O'Billovich was director of player personnel with the Lions from 2003 to 2007. In December 2007, O'Billovich was hired as general manager by the Hamilton Tiger-Cats. On January 12, 2012, the Hamilton Tiger-Cats announced his promotion to Vice President of football operations. On December 17, 2012, Kent Austin replaced O'Billovich as the Tiger-Cats' GM when he was also hired as the team's new head coach.
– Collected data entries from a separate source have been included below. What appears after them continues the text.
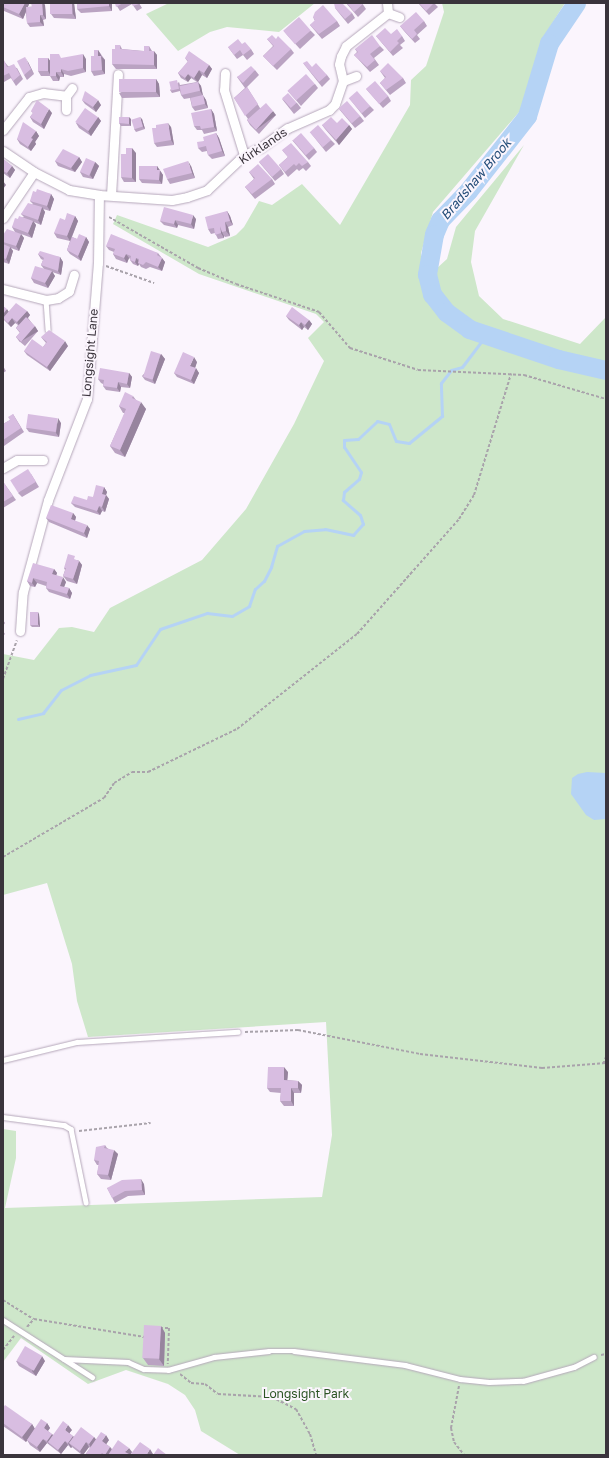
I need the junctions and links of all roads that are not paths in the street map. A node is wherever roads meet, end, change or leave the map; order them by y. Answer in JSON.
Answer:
{"nodes":[{"id":1,"x":388,"y":3,"type":"edge"},
{"id":2,"x":388,"y":13,"type":"junction"},
{"id":3,"x":399,"y":17,"type":"dead end"},
{"id":4,"x":225,"y":73,"type":"dead end"},
{"id":5,"x":118,"y":74,"type":"dead end"},
{"id":6,"x":356,"y":76,"type":"dead end"},
{"id":7,"x":343,"y":81,"type":"junction"},
{"id":8,"x":72,"y":88,"type":"dead end"},
{"id":9,"x":66,"y":96,"type":"junction"},
{"id":10,"x":66,"y":110,"type":"dead end"},
{"id":11,"x":3,"y":130,"type":"edge"},
{"id":12,"x":3,"y":151,"type":"edge"},
{"id":13,"x":244,"y":156,"type":"junction"},
{"id":14,"x":34,"y":172,"type":"junction"},
{"id":15,"x":99,"y":195,"type":"junction"},
{"id":16,"x":111,"y":195,"type":"junction"},
{"id":17,"x":3,"y":218,"type":"edge"},
{"id":18,"x":74,"y":275,"type":"dead end"},
{"id":19,"x":3,"y":289,"type":"edge"},
{"id":20,"x":46,"y":300,"type":"junction"},
{"id":21,"x":48,"y":330,"type":"edge"},
{"id":22,"x":38,"y":457,"type":"dead end"},
{"id":23,"x":3,"y":468,"type":"edge"},
{"id":24,"x":20,"y":631,"type":"road end"},
{"id":25,"x":238,"y":1032,"type":"road end"},
{"id":26,"x":3,"y":1060,"type":"edge"},
{"id":27,"x":3,"y":1117,"type":"edge"},
{"id":28,"x":86,"y":1202,"type":"dead end"},
{"id":29,"x":3,"y":1320,"type":"edge"},
{"id":30,"x":594,"y":1357,"type":"dead end"},
{"id":31,"x":64,"y":1359,"type":"junction"},
{"id":32,"x":92,"y":1377,"type":"dead end"}],
"edges":[{"from":1,"to":2,"type":"street"},
{"from":2,"to":3,"type":"street"},
{"from":2,"to":7,"type":"street","name":"Kirklands"},
{"from":4,"to":13,"type":"street"},
{"from":5,"to":16,"type":"street"},
{"from":6,"to":7,"type":"street"},
{"from":7,"to":13,"type":"street","name":"Kirklands"},
{"from":8,"to":9,"type":"street"},
{"from":9,"to":10,"type":"street"},
{"from":9,"to":11,"type":"street"},
{"from":12,"to":14,"type":"street"},
{"from":13,"to":16,"type":"street","name":"Kirklands"},
{"from":14,"to":15,"type":"street"},
{"from":14,"to":17,"type":"street"},
{"from":15,"to":16,"type":"street","name":"Kirklands"},
{"from":15,"to":24,"type":"street","name":"Longsight Lane"},
{"from":18,"to":20,"type":"street"},
{"from":19,"to":20,"type":"street"},
{"from":20,"to":21,"type":"lane"},
{"from":22,"to":23,"type":"street"},
{"from":25,"to":26,"type":"lane"},
{"from":27,"to":28,"type":"lane"},
{"from":29,"to":31,"type":"lane"},
{"from":30,"to":31,"type":"lane"},
{"from":31,"to":32,"type":"lane"}]}
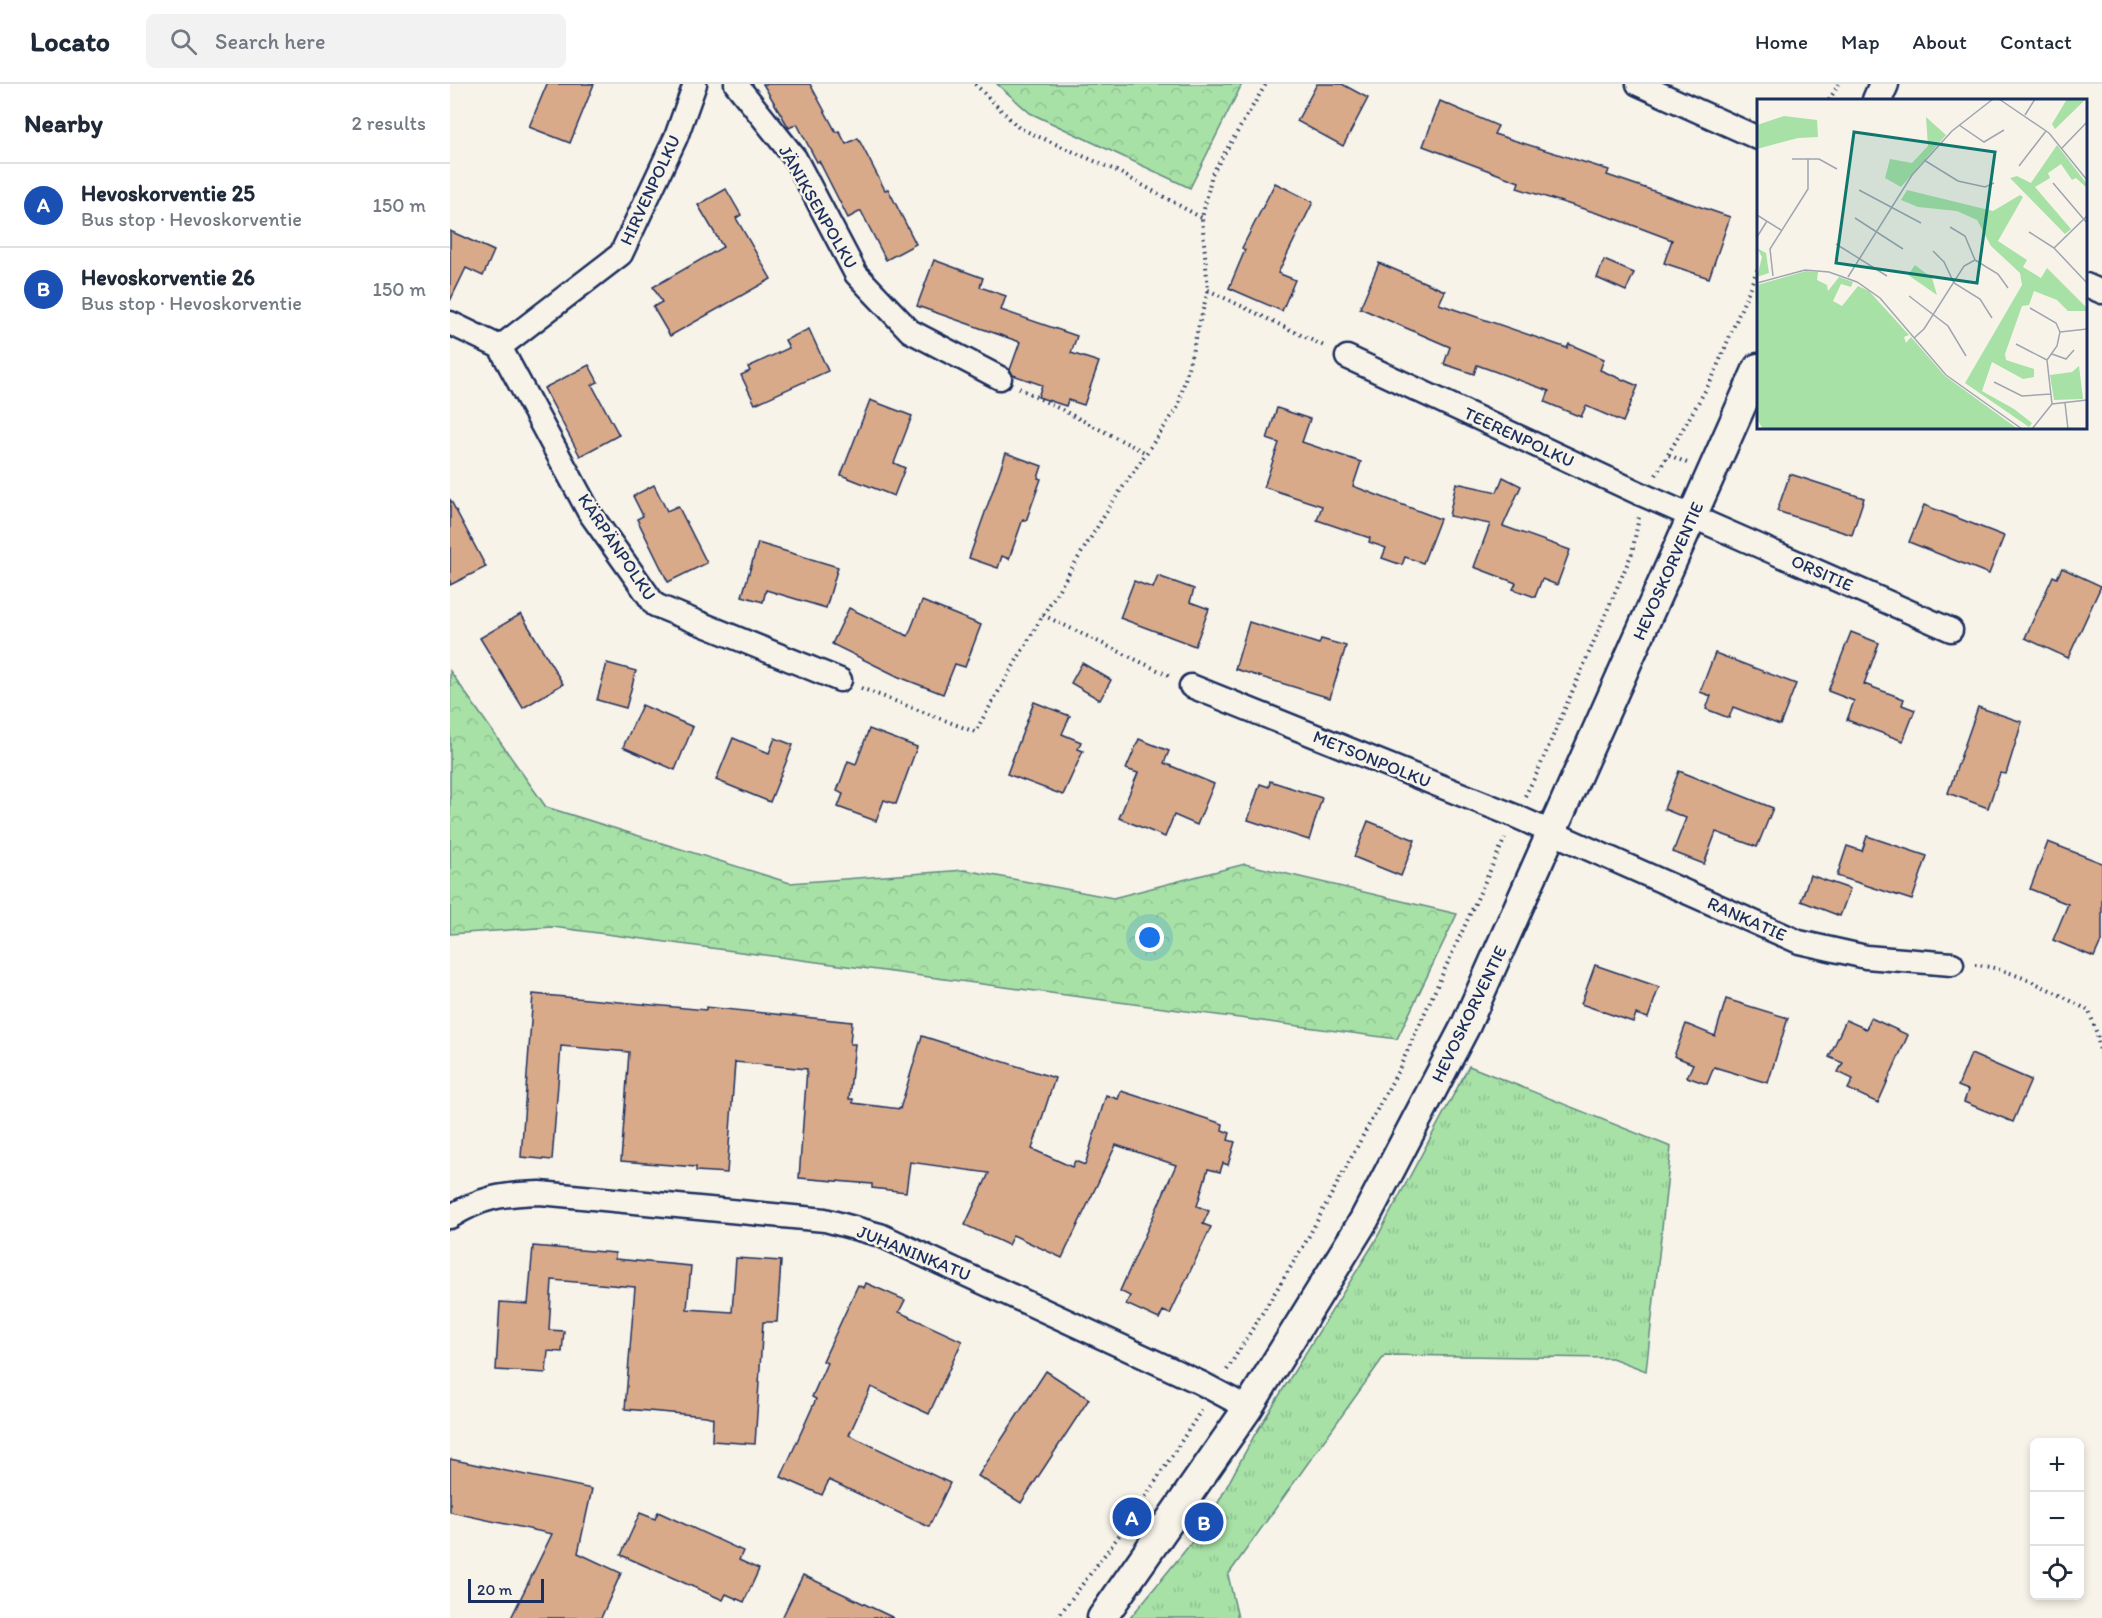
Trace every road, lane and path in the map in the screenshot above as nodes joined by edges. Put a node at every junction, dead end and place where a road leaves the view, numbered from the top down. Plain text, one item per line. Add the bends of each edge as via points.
1 (695, 84) edge
2 (736, 84) edge
3 (975, 84) edge
4 (1266, 84) edge
5 (1638, 84) edge
6 (1839, 84) edge
7 (1884, 84) edge
8 (1830, 99) edge
9 (1877, 99) edge
10 (1757, 138) edge
11 (1202, 218) junction
12 (1757, 270) edge
13 (2087, 286) edge
14 (1208, 290) junction
15 (2102, 292) edge
16 (450, 323) edge
17 (500, 347) junction
18 (1347, 357) joint
19 (1757, 370) edge
20 (1000, 378) joint
21 (1146, 453) junction
22 (1643, 495) junction
23 (1692, 516) junction
24 (1043, 615) junction
25 (1951, 630) dead end
26 (840, 680) joint
27 (1191, 686) joint
28 (1515, 816) junction
29 (1552, 832) junction
30 (1952, 964) joint
31 (2102, 1062) edge
32 (450, 1217) edge
33 (1214, 1390) junction
34 (1248, 1408) junction
35 (1057, 1618) edge
36 (1102, 1618) edge

1 - 17 street, HIRVENPOLKU via 676,137 621,254
2 - 20 street, JÄNIKSENPOLKU via 795,158 856,274 910,331
3 - 11 path via 1019,129 1114,170
4 - 11 path via 1212,174
5 - 10 street
6 - 8 path
7 - 9 street
11 - 14 path
12 - 22 path via 1712,379
13 - 15 street
14 - 18 path
14 - 21 path via 1178,406
16 - 17 street
17 - 26 street, KÄRPÄNPOLKU via 589,512 655,605
18 - 22 street, TEERENPOLKU
19 - 23 street, HEVOSKORVENTIE
20 - 21 path
21 - 24 path
22 - 23 street, TEERENPOLKU
22 - 28 path via 1632,553
23 - 25 street, ORSITIE
23 - 29 street, HEVOSKORVENTIE
24 - 26 path via 975,732
24 - 27 path
27 - 28 street, METSONPOLKU
28 - 29 street, METSONPOLKU
28 - 33 path via 1399,1070 1303,1247
29 - 30 street, RANKATIE via 1799,942 1866,957
29 - 34 street, HEVOSKORVENTIE via 1466,1025 1364,1220
30 - 31 path via 1983,965 2014,975 2089,1011
32 - 33 street, JUHANINKATU via 471,1204 506,1194 540,1193 825,1220 880,1235
33 - 34 street, JUHANINKATU
33 - 35 path via 1130,1521
34 - 36 street, HEVOSKORVENTIE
He was inducted into the Canadian Football Hall of Fame in 2015.

==CFL coaching record==

| Team | Year | Regular season |  |  |  |  | Postseason |  |  |  |
| Won | Lost | Ties | Win % | Finish | Won | Lost | Result |
| TOR | 1982 | 9 | 6 | 1 | .600 | 1st in East Division | 1 | 1 | Lost in Grey Cup |
| TOR | 1983 | 12 | 4 | 0 | .750 | 1st in East Division | 2 | 0 | Won Grey Cup |
| TOR | 1984 | 9 | 6 | 1 | .600 | 1st in East Division | 0 | 1 | Lost in East Final |
| TOR | 1985 | 6 | 10 | 0 | .375 | 4th in East Division | - | - | Failed to Qualify |
| TOR | 1986 | 10 | 8 | 0 | .555 | 1st in East Division | 1 | 1 | Lost in East Final |
| TOR | 1987 | 11 | 6 | 1 | .647 | 2nd in East Division | 2 | 1 | Lost in Grey Cup |
| TOR | 1988 | 14 | 4 | 0 | .777 | 1st in East Division | 0 | 1 | Lost in East Final |
| TOR | 1989 | 7 | 11 | 0 | .388 | 2nd in East Division | 0 | 1 | Lost in East Semi-Final |
| BC | 1990 | 4 | 3 | 0 | .571 | 4th in West Division | - | - | Failed to Qualify |
| BC | 1991 | 11 | 7 | 0 | .611 | 3rd in West Division | 0 | 1 | Lost in West Semi-Final |
| BC | 1992 | 3 | 15 | 0 | .166 | 4th in West Division | - | - | Failed to Qualify |
| TOR | 1993 | 2 | 6 | 0 | .250 | 4th in East Division | - | - | Failed to Qualify |
| TOR | 1994 | 7 | 11 | 0 | .388 | 3rd in East Division | 0 | 1 | Lost in East Semi-Final |
| TOR | 1995 | 2 | 7 | 0 | .222 | 7th in North Division | - | - | Failed to Qualify |
| Total |  | 107 | 104 | 3 | .507 | 5 Division Championships | 6 | 8 | 1 Grey Cup |

==CFL GM record==

| Team | Year | Regular season |  |  |  |  | Postseason |  |  |  |
| Won | Lost | Ties | Win % | Finish | Won | Lost | Result |
| BC | 1990 | 4 | 3 | 0 | .571 | 4th in West Division | - | - | Failed to Qualify |
| BC | 1991 | 11 | 7 | 0 | .611 | 3rd in West Division | 0 | 1 | Lost in West Semi-Final |
| BC | 1992 | 3 | 15 | 0 | .166 | 4th in West Division | - | - | Failed to Qualify |
| TOR | 1993 | 2 | 6 | 0 | .250 | 4th in East Division | - | - | Failed to Qualify |
| TOR | 1994 | 7 | 11 | 0 | .388 | 3rd in East Division | 0 | 1 | Lost in East Semi-Final |
| TOR | 1995 | 4 | 14 | 0 | .222 | 7th in North Division | - | - | Failed to Qualify |
| HAM | 2008 | 3 | 15 | 0 | .166 | 4th in East Division | – | – | Missed playoffs |
| HAM | 2009 | 9 | 9 | 0 | .500 | 2nd in East Division | 0 | 1 | Lost East Semi-Final |
| HAM | 2010 | 9 | 9 | 0 | .500 | 2nd in East Division | 0 | 1 | Lost East Semi-Final |
| HAM | 2011 | 8 | 10 | 0 | .444 | 3rd in East Division | 1 | 1 | Lost East Final |
| HAM | 2012 | 6 | 12 | 0 | .333 | 3rd in East Division | - | - | Failed to Qualify |
| Total |  | 66 | 111 | 0 | .372 | 0 Division Championships | 1 | 5 | 0 Grey Cups |

==Achievements==
- University of Montana Athlete of the Decade (1960–1970)
- Inducted to the University of Montana Grizzly Athletic Hall of Fame in 1993
- CFL Coach of the Year (1982, 1987)
- Grey Cup champion coach (1983)
- All-time winningest coach for the Argonauts (89–79–3 in 11 seasons)

==Personal life==
O'Billovich lives in Oakville, Ontario, married to wife Judy from Ottawa where their children, Tracy, Jodi, and Coy, were born. His younger brother, Jack "Mad Dog" O'Billovich, who died in 1995 of a heart condition, was an All-American at Oregon State who helped OSU get to the Rose Bowl in 1965.